◆ What you are asked to do ◆
A line qualifies if it holds the string "need". Copy every qualifying line from the records.

◆ Data extracts ◆

______________________________

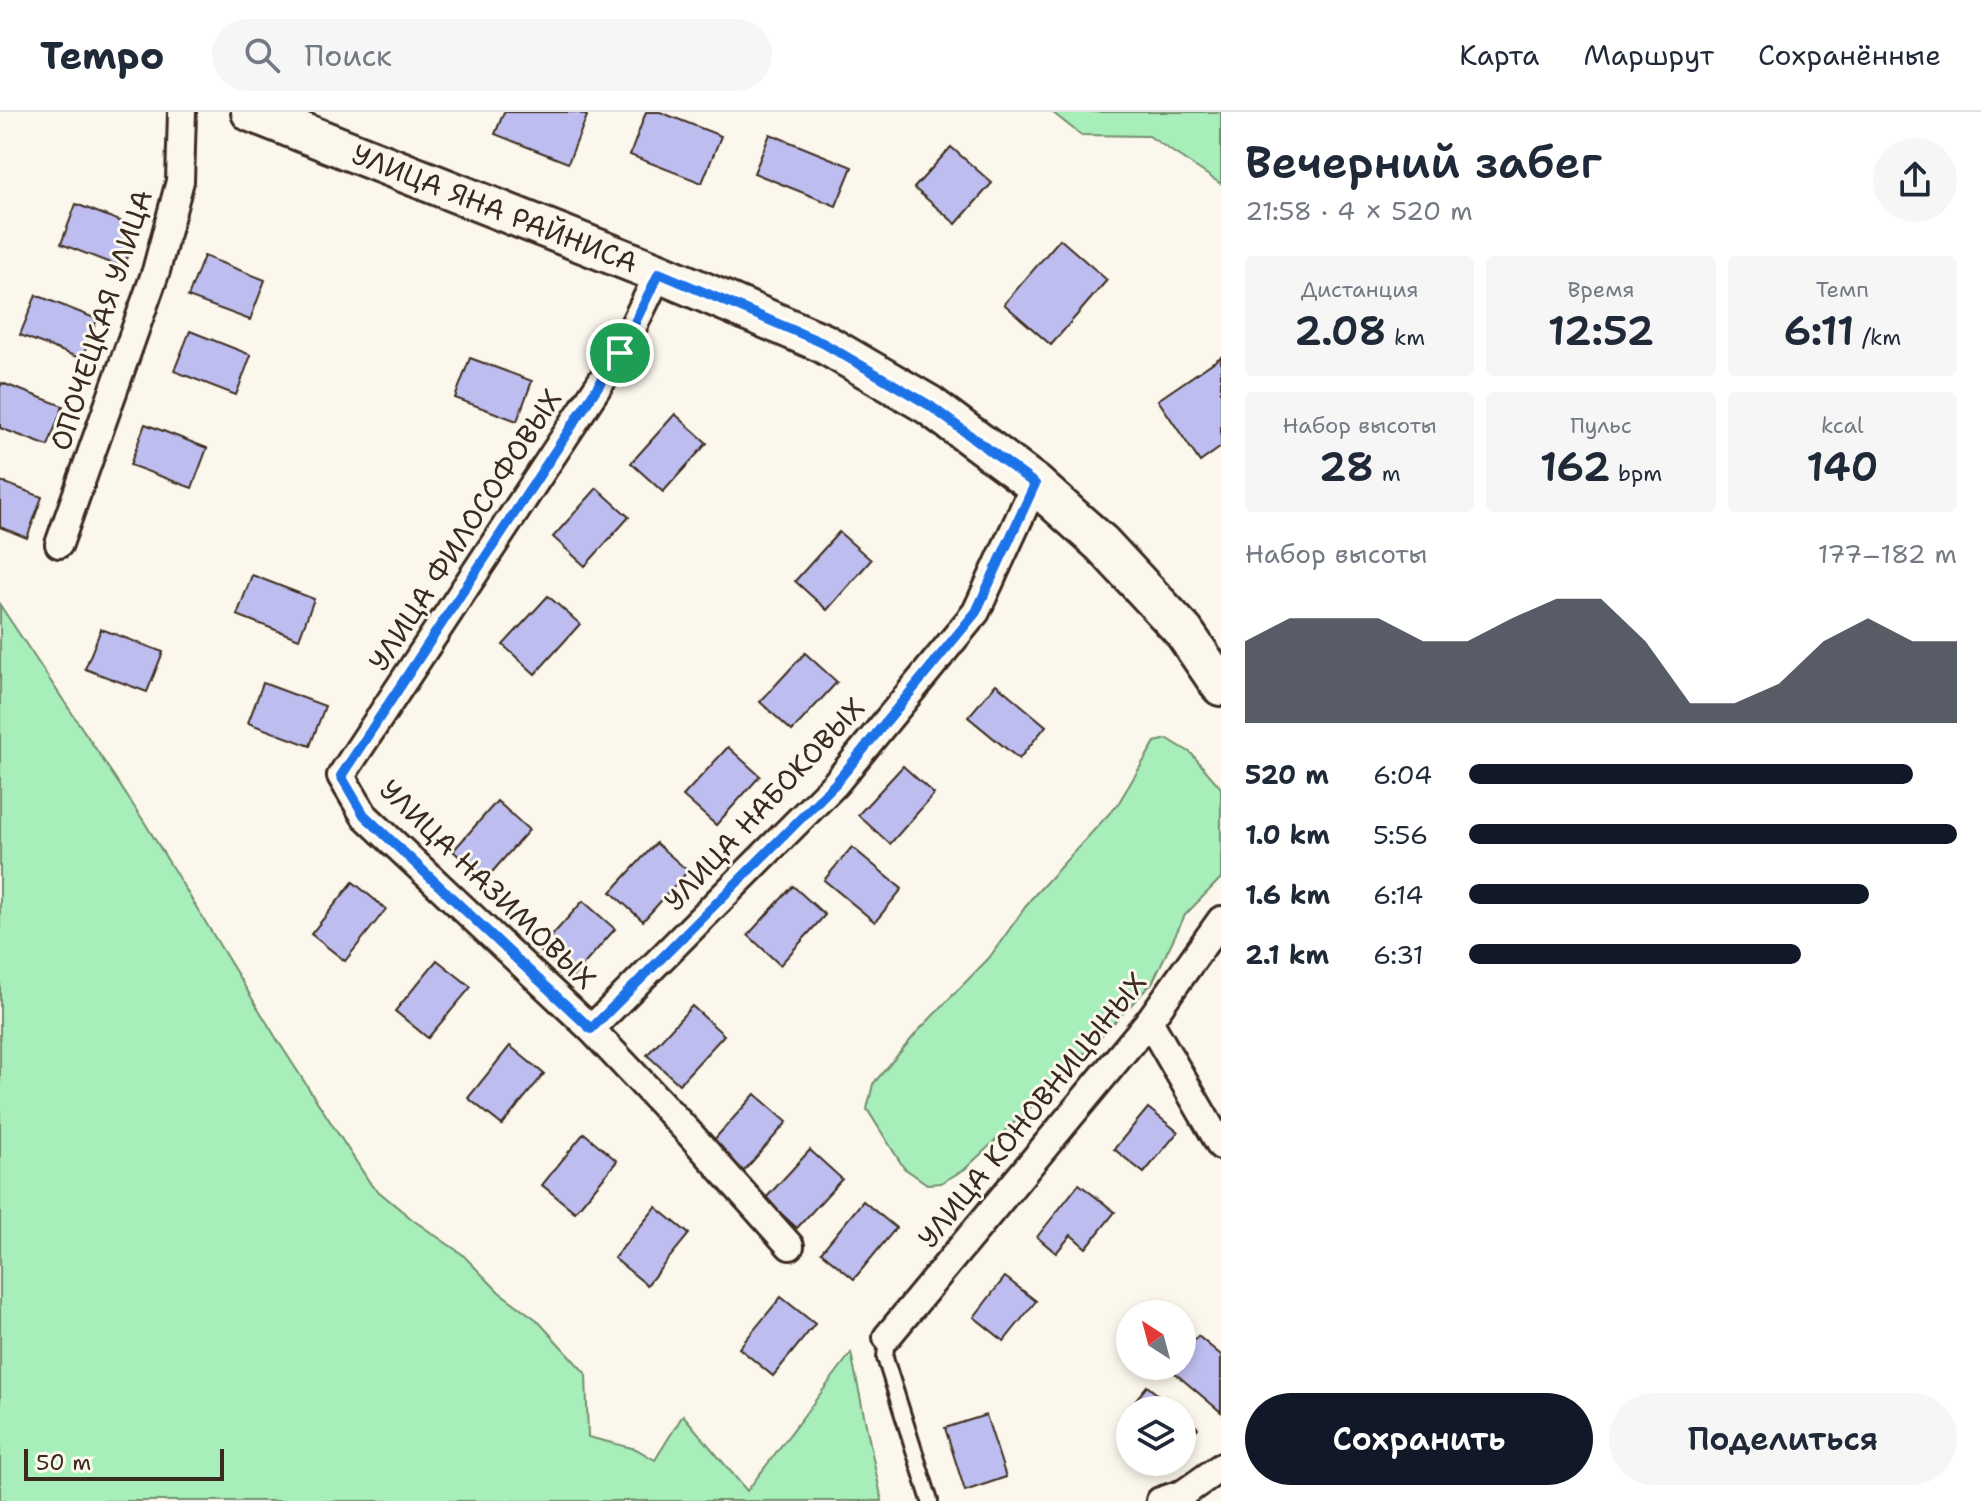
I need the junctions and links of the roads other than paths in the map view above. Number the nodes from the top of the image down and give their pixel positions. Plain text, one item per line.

______________________________

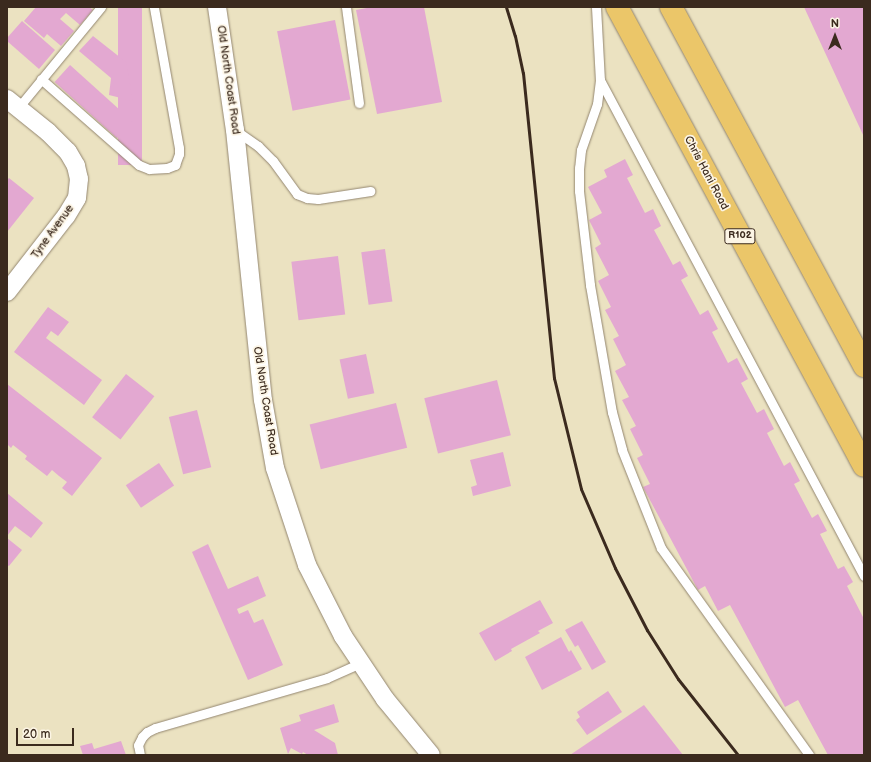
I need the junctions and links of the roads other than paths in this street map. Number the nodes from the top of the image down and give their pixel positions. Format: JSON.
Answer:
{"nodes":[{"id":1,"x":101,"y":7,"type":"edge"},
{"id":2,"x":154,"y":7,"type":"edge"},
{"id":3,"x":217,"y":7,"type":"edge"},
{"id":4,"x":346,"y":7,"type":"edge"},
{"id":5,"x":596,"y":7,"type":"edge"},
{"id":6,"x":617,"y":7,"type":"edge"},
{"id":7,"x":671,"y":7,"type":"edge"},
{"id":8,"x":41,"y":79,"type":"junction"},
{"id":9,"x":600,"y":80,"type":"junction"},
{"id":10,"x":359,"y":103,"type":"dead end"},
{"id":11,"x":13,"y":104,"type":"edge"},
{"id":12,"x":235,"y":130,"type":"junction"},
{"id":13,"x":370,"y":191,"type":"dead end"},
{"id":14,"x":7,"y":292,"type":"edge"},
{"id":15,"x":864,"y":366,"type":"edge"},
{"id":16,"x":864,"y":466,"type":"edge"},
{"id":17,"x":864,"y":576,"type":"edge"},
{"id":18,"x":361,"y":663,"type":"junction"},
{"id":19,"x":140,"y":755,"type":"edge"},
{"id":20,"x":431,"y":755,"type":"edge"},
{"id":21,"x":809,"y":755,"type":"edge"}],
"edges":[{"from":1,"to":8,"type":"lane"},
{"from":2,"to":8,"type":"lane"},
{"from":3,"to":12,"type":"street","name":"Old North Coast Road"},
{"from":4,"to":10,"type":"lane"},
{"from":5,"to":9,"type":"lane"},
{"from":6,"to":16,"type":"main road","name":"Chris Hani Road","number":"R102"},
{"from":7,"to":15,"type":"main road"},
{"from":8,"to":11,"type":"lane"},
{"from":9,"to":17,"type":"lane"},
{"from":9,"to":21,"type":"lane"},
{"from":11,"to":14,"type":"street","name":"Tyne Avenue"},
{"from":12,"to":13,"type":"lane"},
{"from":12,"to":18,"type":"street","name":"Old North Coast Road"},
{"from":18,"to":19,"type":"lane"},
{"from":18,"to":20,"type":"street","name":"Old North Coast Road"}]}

______________________________

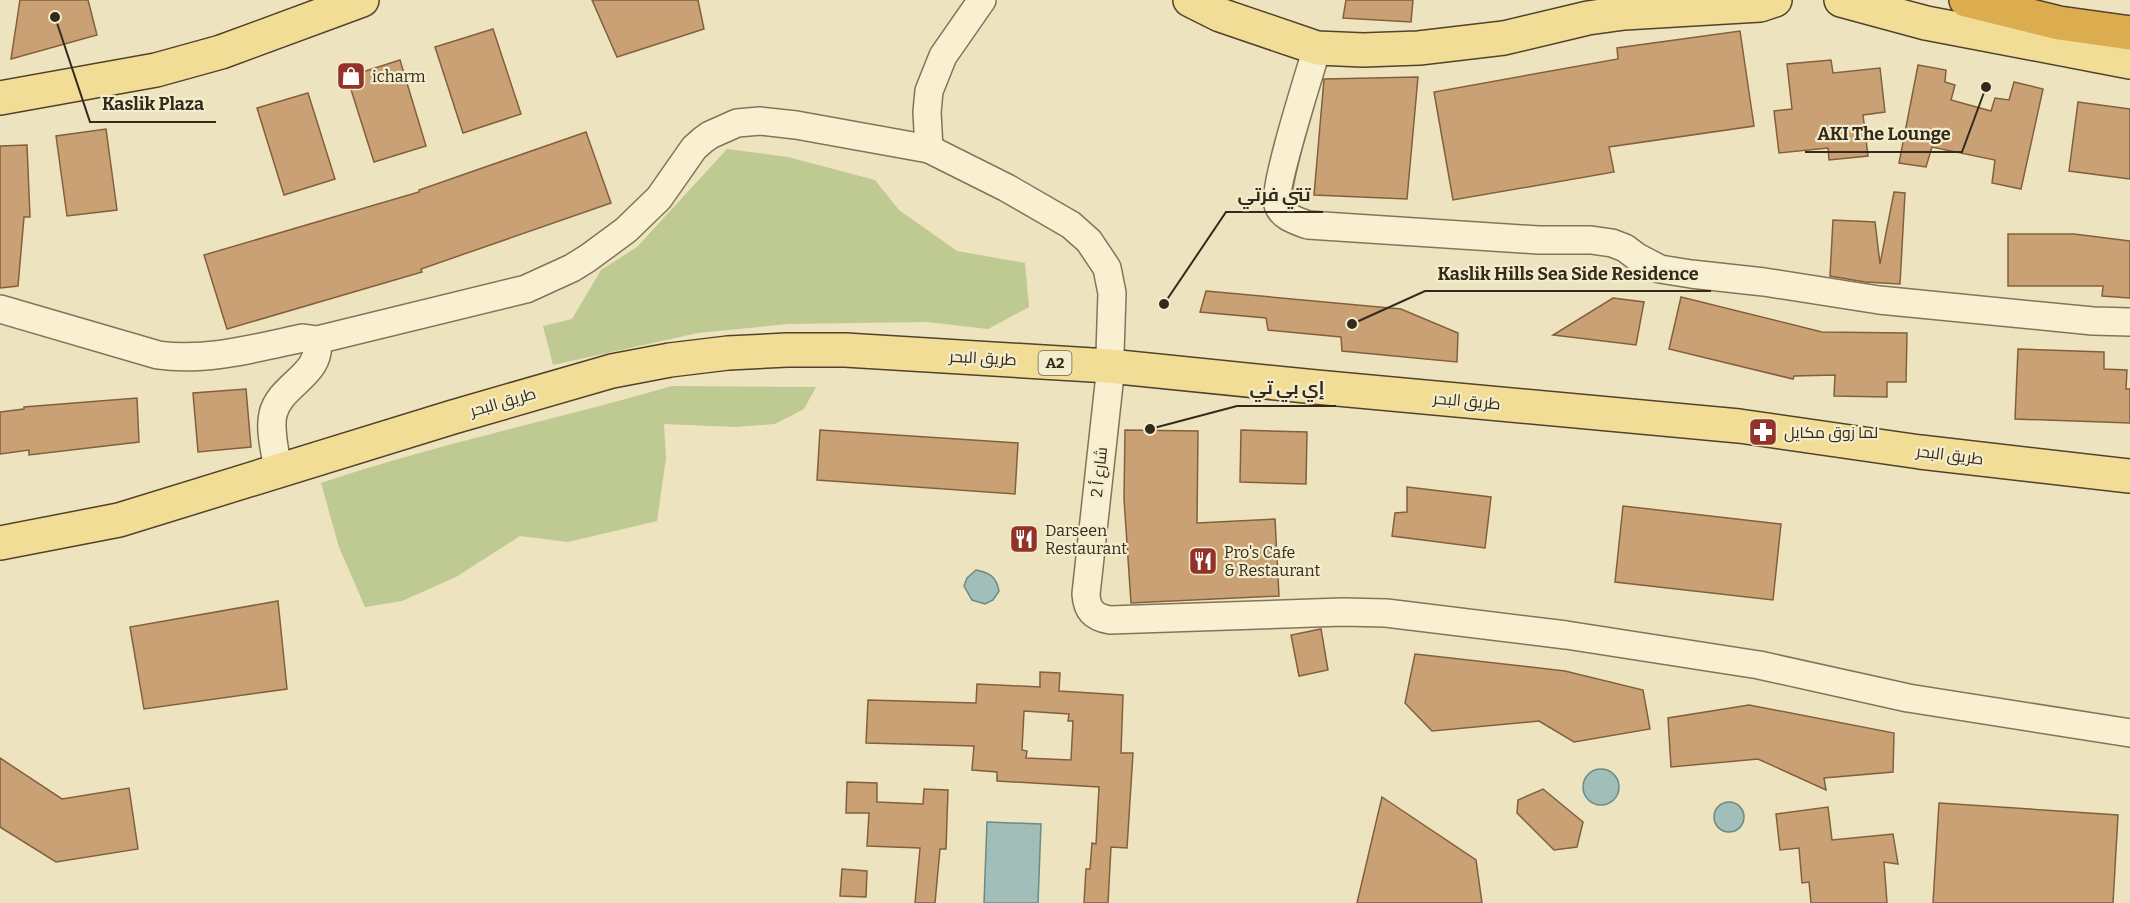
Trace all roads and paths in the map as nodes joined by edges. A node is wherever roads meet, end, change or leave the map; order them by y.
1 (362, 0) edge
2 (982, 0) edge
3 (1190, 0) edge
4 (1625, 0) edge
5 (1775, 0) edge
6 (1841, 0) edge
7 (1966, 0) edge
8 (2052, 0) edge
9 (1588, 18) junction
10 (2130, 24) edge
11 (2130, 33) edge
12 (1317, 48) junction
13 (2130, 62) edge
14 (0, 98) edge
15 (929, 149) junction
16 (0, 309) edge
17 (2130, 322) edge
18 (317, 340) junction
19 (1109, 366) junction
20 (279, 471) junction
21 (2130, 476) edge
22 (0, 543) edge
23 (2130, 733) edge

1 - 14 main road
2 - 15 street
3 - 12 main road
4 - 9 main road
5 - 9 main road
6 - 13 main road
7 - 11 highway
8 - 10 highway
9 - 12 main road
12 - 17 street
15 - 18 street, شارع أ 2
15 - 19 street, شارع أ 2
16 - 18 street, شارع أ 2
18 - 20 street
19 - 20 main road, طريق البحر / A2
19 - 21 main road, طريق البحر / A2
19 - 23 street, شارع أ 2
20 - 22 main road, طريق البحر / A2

______________________________

◆ Written answer ◆
I need the junctions and links of the roads other than paths in the map view above. Number the nodes from the top of the image down and give their pixel positions. Plain text, one item per line.
I need the junctions and links of the roads other than paths in this street map. Number the nodes from the top of the image down and give their pixel positions. Format: JSON.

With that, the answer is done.